Of course the perfectly inelastic case doesn't exist. Generally, anything between 0 and -1 is considered inelastic. I would say -0.2 is extremely inelastic.
Er, no, it is not. It is considered
relatively inelastic, as in,
relative to everything greater than 1. Independently, you can't make any kind of value judgments - you can only say that it is
elastic by definition.
Yes, eggs are famously inelastic. Largely because they are among the cheapest proteins, so there are no close substitutes, to follow the econ 101 logic (although I don't know an actual study of their inelasticity, could you provide one?) . Of course, if the price of eggs jumped above the price of chicken or beef, elasticity would set in. With health care, what do you think can explain the inelasticity? Is there a price where health care becomes more elastic? Given that it is obviously a necessity, with no substitutes, might the relative elasticity be due to people who are priced out of the market all together?

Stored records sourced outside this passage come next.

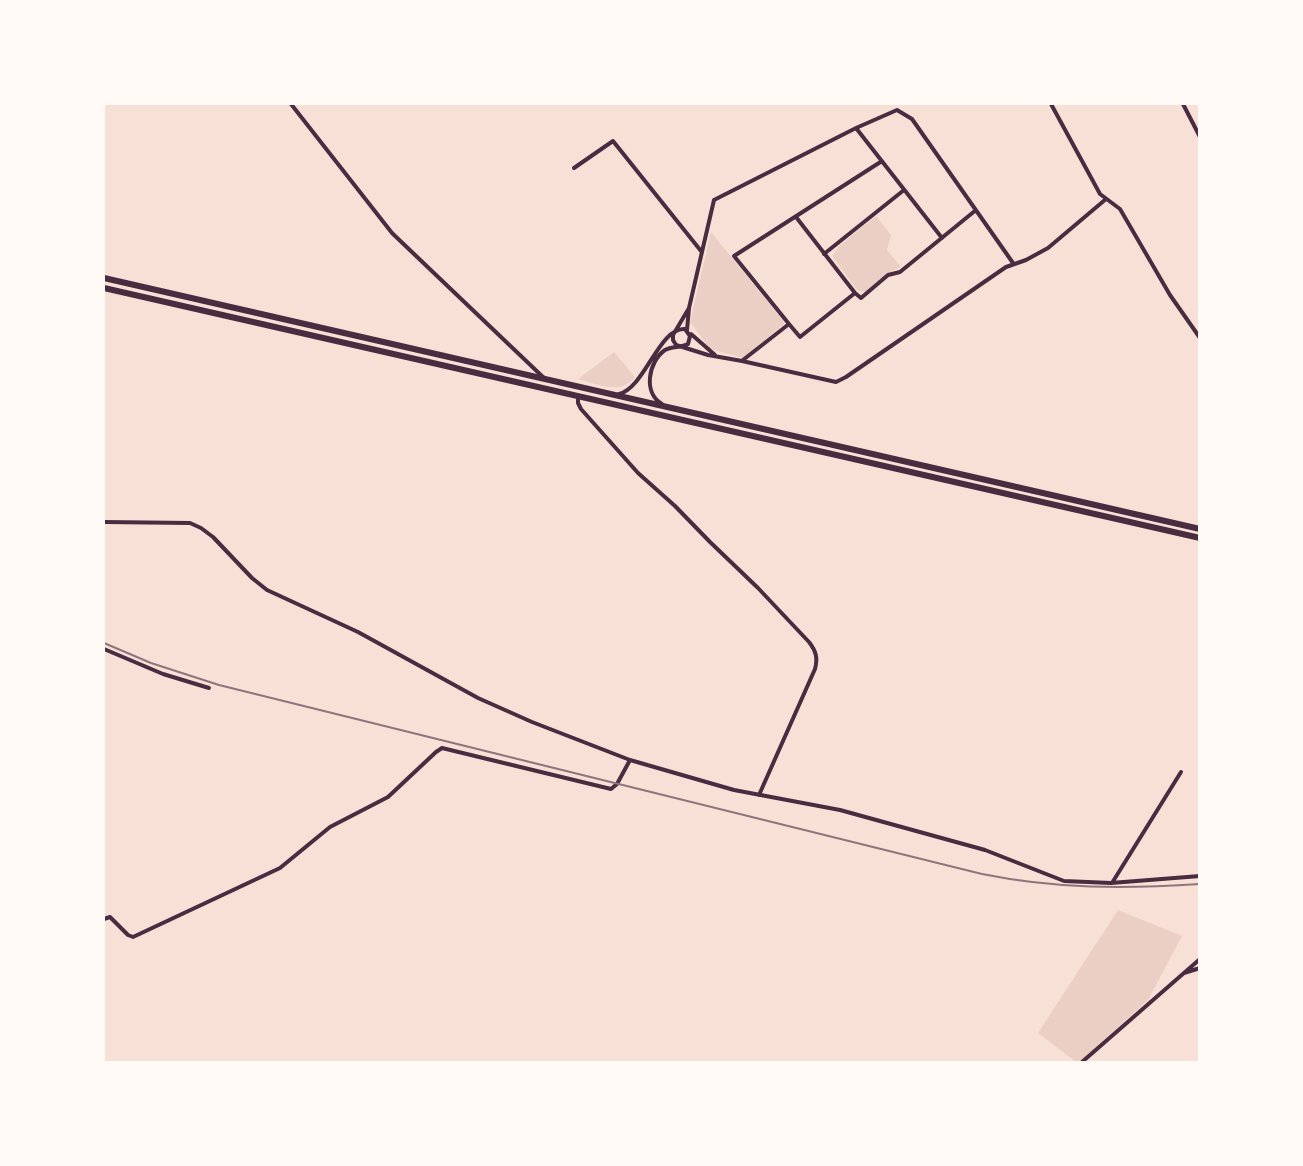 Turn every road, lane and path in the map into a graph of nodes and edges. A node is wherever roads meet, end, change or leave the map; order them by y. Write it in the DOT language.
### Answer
graph roads {
  1 [pos="291,104"];
  2 [pos="1051,104"];
  3 [pos="1183,104"];
  4 [pos="856,128"];
  5 [pos="1200,137"];
  6 [pos="882,161"];
  7 [pos="574,168"];
  8 [pos="904,190"];
  9 [pos="1106,200"];
  10 [pos="976,210"];
  11 [pos="795,217"];
  12 [pos="942,238"];
  13 [pos="701,251"];
  14 [pos="824,254"];
  15 [pos="1013,263"];
  16 [pos="104,278"];
  17 [pos="104,288"];
  18 [pos="855,293"];
  19 [pos="689,309"];
  20 [pos="789,324"];
  21 [pos="688,331"];
  22 [pos="674,332"];
  23 [pos="1200,338"];
  24 [pos="679,346"];
  25 [pos="715,355"];
  26 [pos="742,361"];
  27 [pos="545,379"];
  28 [pos="610,395"];
  29 [pos="578,396"];
  30 [pos="668,408"];
  31 [pos="104,522"];
  32 [pos="1200,529"];
  33 [pos="1200,538"];
  34 [pos="104,650"];
  35 [pos="209,688"];
  36 [pos="630,760"];
  37 [pos="1181,772"];
  38 [pos="759,795"];
  39 [pos="1200,876"];
  40 [pos="1111,883"];
  41 [pos="104,919"];
  42 [pos="1200,959"];
  43 [pos="1200,968"];
  44 [pos="1184,973"];
  45 [pos="1082,1062"];
  1 -- 27 [label="street"];
  2 -- 9 [label="street"];
  3 -- 5 [label="street"];
  4 -- 6 [label="street"];
  4 -- 10 [label="street"];
  4 -- 13 [label="street"];
  6 -- 8 [label="street"];
  6 -- 11 [label="street"];
  7 -- 13 [label="street"];
  8 -- 12 [label="street"];
  8 -- 14 [label="street"];
  9 -- 15 [label="street"];
  9 -- 23 [label="street"];
  10 -- 12 [label="street"];
  10 -- 15 [label="street"];
  11 -- 14 [label="street"];
  11 -- 20 [label="street"];
  12 -- 18 [label="street"];
  13 -- 19 [label="street"];
  14 -- 18 [label="street"];
  15 -- 26 [label="street"];
  16 -- 27 [label="main road"];
  17 -- 29 [label="main road"];
  18 -- 20 [label="street"];
  19 -- 21 [label="street"];
  19 -- 22 [label="street"];
  20 -- 26 [label="street"];
  21 -- 22 [label="street"];
  21 -- 24 [label="street"];
  21 -- 25 [label="street"];
  22 -- 24 [label="street"];
  22 -- 28 [label="street"];
  24 -- 25 [label="street"];
  24 -- 30 [label="street"];
  25 -- 26 [label="street"];
  27 -- 28 [label="main road"];
  28 -- 30 [label="main road"];
  29 -- 33 [label="main road"];
  29 -- 38 [label="street"];
  30 -- 32 [label="main road"];
  31 -- 36 [label="street"];
  34 -- 35 [label="street"];
  36 -- 38 [label="street"];
  36 -- 41 [label="street"];
  37 -- 40 [label="street"];
  38 -- 40 [label="street"];
  39 -- 40 [label="street"];
  42 -- 44 [label="street"];
  43 -- 44 [label="street"];
  44 -- 45 [label="street"];
}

Eggs are a famous case, but there are innumerable goods and services with transaction point price elasticities between 0 and 0.2, approaching infinity. It is impossible and pointless to try and track them all; it varies by consumer, market, good, time, etcetera.
Eggs are famous only because they are useful to make a point - point price elasticity tells us very little about aggregate behavior over significant terms, does not imply that prices can or will rise to infinity, does not imply any kind of market failure or necesitate corrective action, and that there is no "magic number" at which we have acceptable and unacceptable price response behaviors.
Yes, all rational participants in the health care market invest the resources to get the MD required to understand the best course of action, and successfully negotiate with their provider and insurance company.
Is this serious, or satire? Is it really your claim that I need an advanced degree in architecture before I can choose a home? Real estate before I can buy it? Agriculture before I can shop for produce? Engineering before I can buy a car? Automotive mechanics before I can hire someone to repair it? Law before I can pick an attorney or make informed legal decisions?
Should I continue?
Right, but the routing is done by the ambulance, not the patient, on the basis of medical reasoning, not patient choice. If you call 911, you are going to where the ambulance takes you, whether or not they are in your provider network, or take whatever payment you have on you, etc. The choice is whether or not to call 911.
That's not the point; choices are made at some point by consumers to effectively maximize their utility. In a strategic game (defined as a game with more than one player - in this case, patients and ambulance drivers) it is elementary that the players' welfare can be increased by restricting their decisions. We call this the value of commitment.
In this case, patients choose to limit their choice of destination in an emergency ahead of time, and to let ambulance drivers know. This informs the decisions of ambulance drivers, and increases the payoff at the end of the game for everyone.
But this is all distraction: the point is, there exists strategic decision making, or "choices".